Breite Carbonfelge, aerodynamisch optimiert in Zusammenarbeit mit den Experten von Swiss Side, neueste Nabentechnologie, neue Speichen: Die Endurance-Laufräder ERC von DT Swiss versprechen viel, haben mit über 2000 Euro aber auch ihren Preis. Lohnt sich die Investition beziehungsweise der Aufpreis, wenn diese Laufräder in einem Neurad stecken sollen? Nach über 10 000 Kilometern im Rennen, im Training und beim Pendeln fällt das ROADBIKE-Urteil ausgesprochen positiv aus – in Labor und Praxis.

Bjoern Haenssler

Der Test-Laufradsatz ERC 1400 Dicut 45 DB, den ROADBIKE über 10 000 Kilometer nutzte, wiegt 1512 Gramm und kostet 2049 Euro.

In der Fahrpraxis gefällt die im November 2021 vorgestellte zweite Generation Endurance-Laufräder der Schweizer mit sportlicher Beschleunigung und präzisem Handling.

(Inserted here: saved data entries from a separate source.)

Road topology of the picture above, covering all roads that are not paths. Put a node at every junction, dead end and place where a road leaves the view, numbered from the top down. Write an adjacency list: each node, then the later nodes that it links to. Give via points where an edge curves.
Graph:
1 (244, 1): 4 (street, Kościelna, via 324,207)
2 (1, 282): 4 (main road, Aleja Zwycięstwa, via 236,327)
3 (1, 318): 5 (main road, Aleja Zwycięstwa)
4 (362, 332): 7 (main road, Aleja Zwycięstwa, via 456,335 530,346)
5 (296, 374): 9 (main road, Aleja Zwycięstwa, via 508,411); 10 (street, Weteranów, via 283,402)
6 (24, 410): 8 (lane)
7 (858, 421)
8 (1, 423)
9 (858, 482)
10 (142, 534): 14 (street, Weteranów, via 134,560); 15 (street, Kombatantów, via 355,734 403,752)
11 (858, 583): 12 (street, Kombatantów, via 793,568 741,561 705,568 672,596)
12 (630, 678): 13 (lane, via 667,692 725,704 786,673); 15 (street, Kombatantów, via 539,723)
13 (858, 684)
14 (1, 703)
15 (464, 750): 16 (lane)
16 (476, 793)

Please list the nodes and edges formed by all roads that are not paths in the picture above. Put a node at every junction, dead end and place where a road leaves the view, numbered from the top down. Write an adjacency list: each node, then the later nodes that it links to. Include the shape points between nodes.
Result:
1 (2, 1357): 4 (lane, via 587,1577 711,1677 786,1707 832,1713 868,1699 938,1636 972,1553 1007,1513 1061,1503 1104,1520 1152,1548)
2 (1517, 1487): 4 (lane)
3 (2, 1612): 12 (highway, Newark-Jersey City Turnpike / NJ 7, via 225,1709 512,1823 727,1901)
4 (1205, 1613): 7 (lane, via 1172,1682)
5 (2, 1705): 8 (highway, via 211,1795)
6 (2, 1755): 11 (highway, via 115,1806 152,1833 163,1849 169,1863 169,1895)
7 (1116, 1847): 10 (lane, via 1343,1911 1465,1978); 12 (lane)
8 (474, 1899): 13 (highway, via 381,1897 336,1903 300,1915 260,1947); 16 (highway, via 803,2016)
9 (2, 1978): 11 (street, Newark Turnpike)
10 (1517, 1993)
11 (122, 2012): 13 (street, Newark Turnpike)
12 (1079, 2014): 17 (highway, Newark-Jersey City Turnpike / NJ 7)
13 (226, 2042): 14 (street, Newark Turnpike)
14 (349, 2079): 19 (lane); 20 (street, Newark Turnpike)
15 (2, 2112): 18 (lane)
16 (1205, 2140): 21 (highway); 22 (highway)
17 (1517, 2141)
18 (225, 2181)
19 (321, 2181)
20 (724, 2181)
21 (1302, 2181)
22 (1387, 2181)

Auch die Aerodynamik scheint gut: Die 45 mm hohen Felgen halten spielend leicht hohes Tempo, Seitenwind ist zwar spür-, meist aber gut beherrschbar – Böen können allerdings unangenehm werden. Wer hier empfindlich ist und wirklich Ruhe im Karton haben will, sollte besser zur Version mit der niedrigeren 35-mm-Felge greifen.

Der Komfort der Laufräder geht in Ordnung, hängt aber eher an den gewählten Reifen und dem Luftdruck als an den Laufrädern selbst. Andere, spezifisch auf die Langstrecke und Komfort ausgelegte Laufräder bieten da stärkere Dämpfung. Was die Akustik angeht, produzieren die hohen Felgen ein leichtes Bollern beim Fahren – gerade richtig motivierend und nicht nervtötend.

Agron Beqiri

Der Freilauf mit dem neuen EXP-Ratchetsystem zeigt nach 10 000 Kilometern kaum Verschleiß: Anders als schon beobachtet fraß sich die Kassette auch kaum in den Freilaufkörper – und ging entsprechend einfach wieder ab.

Die Montage verschiedener Reifen gelang vergleichsweise einfach, insbesondere der Tubeless-Pneu Grand Prix 5000S TR von Continental ließ sich gut montieren und dichtete schnell ab. Allerdings baut der nominell 32 mm-Reifen auf der breiten Felgen fast 34 Millimeter breit – optisch ungewöhnlich, dafür rollt die Kombination ausgesprochen schnell.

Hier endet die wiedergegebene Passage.